PROBLEM DESCRIPTION: From the records below, take each line where the string "طريق" shows up and copy it.

(DATA TO USE Opens)

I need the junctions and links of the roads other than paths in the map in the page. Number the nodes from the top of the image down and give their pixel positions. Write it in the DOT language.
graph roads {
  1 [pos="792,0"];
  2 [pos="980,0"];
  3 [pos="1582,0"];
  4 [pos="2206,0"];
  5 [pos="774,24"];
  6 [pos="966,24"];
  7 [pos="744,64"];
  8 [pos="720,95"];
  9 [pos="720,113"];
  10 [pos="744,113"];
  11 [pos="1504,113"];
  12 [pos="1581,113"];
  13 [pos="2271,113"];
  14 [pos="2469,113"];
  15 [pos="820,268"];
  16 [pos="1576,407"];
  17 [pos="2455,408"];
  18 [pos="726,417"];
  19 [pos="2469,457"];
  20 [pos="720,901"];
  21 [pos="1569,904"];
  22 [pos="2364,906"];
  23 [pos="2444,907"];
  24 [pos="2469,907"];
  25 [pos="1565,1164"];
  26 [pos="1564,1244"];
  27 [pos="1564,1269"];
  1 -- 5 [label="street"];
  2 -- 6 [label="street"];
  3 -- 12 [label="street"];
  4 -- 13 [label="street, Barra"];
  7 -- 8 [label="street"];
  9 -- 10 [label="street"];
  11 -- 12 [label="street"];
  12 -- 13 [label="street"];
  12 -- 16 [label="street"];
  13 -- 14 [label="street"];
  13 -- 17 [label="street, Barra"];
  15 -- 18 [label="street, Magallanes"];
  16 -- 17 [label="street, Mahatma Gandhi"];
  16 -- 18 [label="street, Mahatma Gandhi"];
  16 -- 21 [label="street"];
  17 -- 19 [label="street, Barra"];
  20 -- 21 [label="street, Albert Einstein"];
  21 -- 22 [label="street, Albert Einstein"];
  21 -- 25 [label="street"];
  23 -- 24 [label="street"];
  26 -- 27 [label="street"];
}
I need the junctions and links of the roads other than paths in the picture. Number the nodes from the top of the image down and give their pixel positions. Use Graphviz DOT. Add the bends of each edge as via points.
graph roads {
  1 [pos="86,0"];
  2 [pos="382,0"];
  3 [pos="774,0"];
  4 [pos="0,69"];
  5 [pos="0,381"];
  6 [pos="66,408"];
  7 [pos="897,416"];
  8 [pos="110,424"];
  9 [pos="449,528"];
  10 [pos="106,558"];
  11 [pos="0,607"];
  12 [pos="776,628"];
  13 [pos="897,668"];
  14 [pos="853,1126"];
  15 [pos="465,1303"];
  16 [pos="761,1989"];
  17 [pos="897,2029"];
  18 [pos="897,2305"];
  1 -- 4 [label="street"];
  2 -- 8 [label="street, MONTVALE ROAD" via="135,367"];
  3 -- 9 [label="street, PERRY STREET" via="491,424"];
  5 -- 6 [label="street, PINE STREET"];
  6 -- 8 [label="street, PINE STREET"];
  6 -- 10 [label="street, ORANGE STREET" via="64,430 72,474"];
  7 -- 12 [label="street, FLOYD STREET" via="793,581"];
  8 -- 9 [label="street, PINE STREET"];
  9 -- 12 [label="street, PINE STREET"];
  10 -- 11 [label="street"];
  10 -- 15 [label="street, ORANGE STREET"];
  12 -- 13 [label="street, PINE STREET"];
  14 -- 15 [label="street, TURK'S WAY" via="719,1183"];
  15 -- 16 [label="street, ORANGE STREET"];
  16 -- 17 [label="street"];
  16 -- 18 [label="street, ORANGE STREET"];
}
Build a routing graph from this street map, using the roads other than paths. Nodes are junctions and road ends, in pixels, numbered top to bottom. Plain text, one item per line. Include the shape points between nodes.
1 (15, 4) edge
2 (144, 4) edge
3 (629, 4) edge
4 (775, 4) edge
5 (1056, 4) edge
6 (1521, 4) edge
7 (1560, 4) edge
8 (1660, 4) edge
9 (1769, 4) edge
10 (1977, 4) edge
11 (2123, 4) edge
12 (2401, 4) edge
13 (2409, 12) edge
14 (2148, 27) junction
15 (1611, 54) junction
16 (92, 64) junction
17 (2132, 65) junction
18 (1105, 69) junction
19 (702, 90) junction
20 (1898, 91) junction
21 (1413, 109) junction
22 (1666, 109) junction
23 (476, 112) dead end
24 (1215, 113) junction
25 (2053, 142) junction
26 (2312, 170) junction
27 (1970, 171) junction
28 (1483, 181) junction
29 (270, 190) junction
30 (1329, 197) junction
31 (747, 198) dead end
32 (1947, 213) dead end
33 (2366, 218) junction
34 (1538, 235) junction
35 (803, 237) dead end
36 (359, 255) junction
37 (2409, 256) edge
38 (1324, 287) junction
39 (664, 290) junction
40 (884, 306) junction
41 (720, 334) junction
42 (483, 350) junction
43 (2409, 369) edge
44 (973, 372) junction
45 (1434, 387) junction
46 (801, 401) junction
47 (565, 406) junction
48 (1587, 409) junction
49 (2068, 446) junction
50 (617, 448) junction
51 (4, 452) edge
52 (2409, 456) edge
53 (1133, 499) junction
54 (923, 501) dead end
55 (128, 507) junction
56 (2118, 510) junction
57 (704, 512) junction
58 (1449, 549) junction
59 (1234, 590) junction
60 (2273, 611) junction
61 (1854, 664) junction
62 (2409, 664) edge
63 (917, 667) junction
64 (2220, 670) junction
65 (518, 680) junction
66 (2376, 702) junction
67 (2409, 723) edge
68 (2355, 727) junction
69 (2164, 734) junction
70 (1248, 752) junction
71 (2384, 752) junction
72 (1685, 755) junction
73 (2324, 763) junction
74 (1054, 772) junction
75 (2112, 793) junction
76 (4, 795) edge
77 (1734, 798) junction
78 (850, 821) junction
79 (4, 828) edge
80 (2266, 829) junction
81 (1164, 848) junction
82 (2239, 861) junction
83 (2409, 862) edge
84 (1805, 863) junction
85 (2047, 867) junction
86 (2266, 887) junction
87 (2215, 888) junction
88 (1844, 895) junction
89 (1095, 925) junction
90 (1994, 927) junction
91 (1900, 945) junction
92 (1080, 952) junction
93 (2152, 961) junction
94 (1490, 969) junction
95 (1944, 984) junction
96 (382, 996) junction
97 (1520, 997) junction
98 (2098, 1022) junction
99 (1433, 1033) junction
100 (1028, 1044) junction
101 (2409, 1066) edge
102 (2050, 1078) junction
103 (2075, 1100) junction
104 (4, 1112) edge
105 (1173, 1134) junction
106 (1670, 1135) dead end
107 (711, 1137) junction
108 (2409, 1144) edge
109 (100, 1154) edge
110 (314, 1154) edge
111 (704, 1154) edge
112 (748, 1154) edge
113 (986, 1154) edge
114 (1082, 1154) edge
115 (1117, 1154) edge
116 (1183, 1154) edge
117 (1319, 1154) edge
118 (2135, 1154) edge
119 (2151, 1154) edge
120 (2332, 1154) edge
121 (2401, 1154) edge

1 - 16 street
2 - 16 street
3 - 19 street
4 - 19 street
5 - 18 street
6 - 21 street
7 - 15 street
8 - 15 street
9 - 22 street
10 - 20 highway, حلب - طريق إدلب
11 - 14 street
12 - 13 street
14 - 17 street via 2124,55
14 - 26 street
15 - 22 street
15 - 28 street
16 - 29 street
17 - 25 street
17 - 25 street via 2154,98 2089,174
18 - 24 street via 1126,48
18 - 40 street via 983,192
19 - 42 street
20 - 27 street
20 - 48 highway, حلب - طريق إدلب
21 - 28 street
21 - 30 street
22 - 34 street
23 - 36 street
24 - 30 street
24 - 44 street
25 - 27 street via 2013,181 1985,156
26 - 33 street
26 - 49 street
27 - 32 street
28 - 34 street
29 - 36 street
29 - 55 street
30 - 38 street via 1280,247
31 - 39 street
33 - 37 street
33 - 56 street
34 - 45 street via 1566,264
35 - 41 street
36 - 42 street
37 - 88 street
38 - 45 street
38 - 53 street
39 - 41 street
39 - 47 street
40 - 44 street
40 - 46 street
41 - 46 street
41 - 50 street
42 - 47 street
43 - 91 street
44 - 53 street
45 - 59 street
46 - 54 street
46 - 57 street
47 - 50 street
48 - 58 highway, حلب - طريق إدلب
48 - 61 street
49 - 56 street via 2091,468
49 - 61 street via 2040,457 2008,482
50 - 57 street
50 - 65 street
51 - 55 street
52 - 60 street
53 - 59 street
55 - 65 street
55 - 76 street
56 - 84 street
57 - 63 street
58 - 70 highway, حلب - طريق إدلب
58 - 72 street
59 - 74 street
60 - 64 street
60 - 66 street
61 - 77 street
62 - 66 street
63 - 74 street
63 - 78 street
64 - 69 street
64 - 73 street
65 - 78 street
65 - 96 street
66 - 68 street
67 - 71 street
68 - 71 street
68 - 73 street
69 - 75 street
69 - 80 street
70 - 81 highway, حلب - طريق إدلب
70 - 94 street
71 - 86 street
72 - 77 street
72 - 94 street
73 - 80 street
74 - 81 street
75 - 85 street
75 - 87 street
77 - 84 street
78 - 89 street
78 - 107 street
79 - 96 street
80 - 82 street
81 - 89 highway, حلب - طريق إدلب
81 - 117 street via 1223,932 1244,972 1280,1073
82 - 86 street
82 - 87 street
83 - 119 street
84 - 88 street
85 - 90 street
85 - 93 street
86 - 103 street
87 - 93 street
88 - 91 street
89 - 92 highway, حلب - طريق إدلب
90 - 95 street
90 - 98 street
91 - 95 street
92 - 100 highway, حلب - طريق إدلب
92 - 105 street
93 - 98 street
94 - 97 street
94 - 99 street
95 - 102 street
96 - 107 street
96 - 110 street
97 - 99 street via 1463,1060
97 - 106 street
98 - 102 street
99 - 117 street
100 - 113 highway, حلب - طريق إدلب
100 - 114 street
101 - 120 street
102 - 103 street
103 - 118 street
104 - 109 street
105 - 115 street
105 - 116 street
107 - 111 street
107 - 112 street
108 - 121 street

(DATA TO USE Closes)

RESULT OF THIS EXERCISE:
10 - 20 highway, حلب - طريق إدلب
20 - 48 highway, حلب - طريق إدلب
48 - 58 highway, حلب - طريق إدلب
58 - 70 highway, حلب - طريق إدلب
70 - 81 highway, حلب - طريق إدلب
81 - 89 highway, حلب - طريق إدلب
89 - 92 highway, حلب - طريق إدلب
92 - 100 highway, حلب - طريق إدلب
100 - 113 highway, حلب - طريق إدلب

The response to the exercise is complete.